Platform Enhancements for Structured Data Scanning
With our latest platform release, we announced multiple enhancements to our structured data scanning UI and workflow. In this blog, we’ll go in-depth on how we approach analyzing structured datastores and review some of the new features that we announced.
Secure and Private by Design
We know that securing your data is hard enough - it’s our job to make sure it’s as straightforward as possible, starting with setup. Open Raven’s platform was designed to be secure and private, beginning with requiring as few permissions as possible. Further, when we touch or scan data it is always done in your account so that Open Raven never sees raw data or secrets. You also have the means to determine how much of a data preview is sent back to the platform.
Scanning structured data stores presents some unique challenges: most databases use a username + secret (password, certificate, etc) to construct a “connection string” that is used to assess the database. There are alternative approaches, such as copying the data store, that arguably create more risk than they reduce. Using a safe and private approach, accessing databases using secrets introduces additional complexity in managing those secrets. As much as we can avoid it, we do not want your secrets to be stored within Open Raven.

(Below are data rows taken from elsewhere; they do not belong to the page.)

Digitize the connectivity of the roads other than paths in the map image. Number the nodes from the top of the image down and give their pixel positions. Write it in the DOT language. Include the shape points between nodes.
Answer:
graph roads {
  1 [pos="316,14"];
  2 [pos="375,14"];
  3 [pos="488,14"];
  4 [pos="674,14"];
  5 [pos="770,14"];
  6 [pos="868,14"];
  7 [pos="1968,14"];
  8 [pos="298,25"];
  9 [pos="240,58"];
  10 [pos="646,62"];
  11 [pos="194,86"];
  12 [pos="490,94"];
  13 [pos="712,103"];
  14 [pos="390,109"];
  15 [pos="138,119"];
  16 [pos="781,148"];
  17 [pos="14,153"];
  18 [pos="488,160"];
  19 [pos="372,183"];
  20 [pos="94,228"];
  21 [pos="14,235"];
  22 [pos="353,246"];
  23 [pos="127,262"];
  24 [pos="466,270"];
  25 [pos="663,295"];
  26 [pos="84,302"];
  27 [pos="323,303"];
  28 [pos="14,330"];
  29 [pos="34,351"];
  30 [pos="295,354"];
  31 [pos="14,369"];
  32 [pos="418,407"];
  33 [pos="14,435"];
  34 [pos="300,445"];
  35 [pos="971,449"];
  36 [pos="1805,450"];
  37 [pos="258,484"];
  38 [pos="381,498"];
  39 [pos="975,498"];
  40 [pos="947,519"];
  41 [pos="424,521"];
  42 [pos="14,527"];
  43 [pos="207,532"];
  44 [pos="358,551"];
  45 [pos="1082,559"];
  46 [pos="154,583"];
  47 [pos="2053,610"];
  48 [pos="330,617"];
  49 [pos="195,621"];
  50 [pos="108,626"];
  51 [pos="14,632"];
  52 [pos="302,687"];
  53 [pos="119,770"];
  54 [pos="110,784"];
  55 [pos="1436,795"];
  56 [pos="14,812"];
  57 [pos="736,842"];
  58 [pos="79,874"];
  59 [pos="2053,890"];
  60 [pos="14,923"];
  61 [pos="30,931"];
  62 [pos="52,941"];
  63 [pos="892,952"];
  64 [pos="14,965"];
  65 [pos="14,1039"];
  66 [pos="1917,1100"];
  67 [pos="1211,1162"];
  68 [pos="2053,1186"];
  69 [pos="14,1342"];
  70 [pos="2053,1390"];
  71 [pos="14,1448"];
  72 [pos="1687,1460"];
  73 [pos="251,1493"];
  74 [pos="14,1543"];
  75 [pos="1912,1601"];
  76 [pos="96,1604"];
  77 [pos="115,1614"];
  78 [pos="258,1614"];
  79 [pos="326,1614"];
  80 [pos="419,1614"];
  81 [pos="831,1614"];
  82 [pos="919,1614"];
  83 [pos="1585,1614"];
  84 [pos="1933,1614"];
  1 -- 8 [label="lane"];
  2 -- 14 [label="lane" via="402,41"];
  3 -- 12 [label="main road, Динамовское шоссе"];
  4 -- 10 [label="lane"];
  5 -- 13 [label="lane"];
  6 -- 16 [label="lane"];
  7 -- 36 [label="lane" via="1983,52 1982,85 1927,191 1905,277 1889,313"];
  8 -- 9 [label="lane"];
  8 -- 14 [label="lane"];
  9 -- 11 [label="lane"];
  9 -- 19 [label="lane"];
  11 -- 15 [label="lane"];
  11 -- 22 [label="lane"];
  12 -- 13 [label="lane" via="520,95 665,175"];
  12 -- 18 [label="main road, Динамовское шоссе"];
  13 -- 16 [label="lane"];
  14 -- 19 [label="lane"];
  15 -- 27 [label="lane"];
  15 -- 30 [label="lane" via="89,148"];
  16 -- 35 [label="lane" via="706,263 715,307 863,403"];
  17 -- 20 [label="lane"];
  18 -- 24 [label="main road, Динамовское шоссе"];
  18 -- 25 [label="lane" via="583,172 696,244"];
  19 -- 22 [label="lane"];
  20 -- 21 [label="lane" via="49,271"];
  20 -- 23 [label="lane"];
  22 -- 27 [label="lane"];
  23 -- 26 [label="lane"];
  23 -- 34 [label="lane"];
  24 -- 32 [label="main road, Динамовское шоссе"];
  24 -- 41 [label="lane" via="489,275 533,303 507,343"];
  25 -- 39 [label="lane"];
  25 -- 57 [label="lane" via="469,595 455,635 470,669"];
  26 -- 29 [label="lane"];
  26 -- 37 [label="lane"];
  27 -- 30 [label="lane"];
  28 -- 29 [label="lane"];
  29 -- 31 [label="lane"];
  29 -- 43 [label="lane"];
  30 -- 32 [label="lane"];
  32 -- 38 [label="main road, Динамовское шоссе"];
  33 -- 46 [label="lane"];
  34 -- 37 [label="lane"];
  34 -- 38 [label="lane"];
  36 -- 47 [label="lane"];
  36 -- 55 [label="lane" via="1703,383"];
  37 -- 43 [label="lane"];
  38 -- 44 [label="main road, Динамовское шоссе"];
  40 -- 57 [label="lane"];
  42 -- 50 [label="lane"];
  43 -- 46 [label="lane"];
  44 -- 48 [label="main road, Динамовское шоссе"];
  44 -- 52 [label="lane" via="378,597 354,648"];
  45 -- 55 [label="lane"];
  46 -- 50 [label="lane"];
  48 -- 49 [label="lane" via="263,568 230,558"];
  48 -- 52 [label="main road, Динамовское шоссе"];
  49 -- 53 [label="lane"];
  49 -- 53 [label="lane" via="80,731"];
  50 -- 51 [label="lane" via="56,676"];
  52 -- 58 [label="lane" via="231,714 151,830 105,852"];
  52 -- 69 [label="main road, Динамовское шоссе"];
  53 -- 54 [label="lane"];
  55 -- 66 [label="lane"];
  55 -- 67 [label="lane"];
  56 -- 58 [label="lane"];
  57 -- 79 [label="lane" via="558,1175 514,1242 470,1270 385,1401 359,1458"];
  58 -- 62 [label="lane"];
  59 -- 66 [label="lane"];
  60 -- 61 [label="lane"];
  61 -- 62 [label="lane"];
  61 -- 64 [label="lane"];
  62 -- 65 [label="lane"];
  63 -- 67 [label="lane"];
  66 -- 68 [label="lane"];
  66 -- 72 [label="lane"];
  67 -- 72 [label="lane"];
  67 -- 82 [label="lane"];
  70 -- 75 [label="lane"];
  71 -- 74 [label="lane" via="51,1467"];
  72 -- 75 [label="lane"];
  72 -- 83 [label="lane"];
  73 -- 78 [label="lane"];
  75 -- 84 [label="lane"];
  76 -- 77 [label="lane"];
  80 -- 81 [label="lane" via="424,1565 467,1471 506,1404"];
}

In this vein, Open Raven’s data scanner (a serverless function that runs in the customer’s cloud environment) knows where and how to fetch the necessary secrets needed to access the targeted database, with the actual password being stored in that cloud provider’s secrets manager. In other words, the database secret never leaves your environment; Open Raven will only fetch the secret when it needs to, and do so with a function that runs entirely in your environment while the secret itself is never sent back to Open Raven’s environment.
For Open Raven users, setting up credentials is easy using the new Credential Manager feature. It’s found in the Settings section of the platform. The Credentials Manager displays the secret location, its format, and whether that secret has been successfully used in authenticating to the data store in question previously.
After we’ve attempted to authenticate to a database, our Asset List will also differentiate between databases we have successfully authenticated with, and ones we have not been able to authenticate yet, so that users can identify and resolve any authentication issues before their next scan.
Snapshot-less Scanning
A database snapshot is another copy, and all copies increase risk by having additional data hanging around. Creating snapshots also creates additional costs and may be prohibitively expensive or time consuming for large databases. Relying only on database snapshots would also preclude certain types of data stores where snapshots cannot be created, such as databases that are hosted within dedicated cloud compute instances, rather than by the cloud provider.
Without creating snapshots, any scanning would involve queries on a live database. In order to ensure that we minimize performance impact, we only make one query per table during scanning. In the next section, we go into further details about our scanning approach.
Why Sample Structured Data
Scanning data at scale is one of the key advantages of the Open Raven platform. If you look at our release notes, you’ll see that much of our recent efforts have been focused on achieving unstructured data scanning at massive scale: billions of objects and PBs of data. Speed and accuracy are key ingredients to successful data scanning. Faster scans means lower computational costs with quicker results and accurate results means that you arrive at high quality information that you can take action on.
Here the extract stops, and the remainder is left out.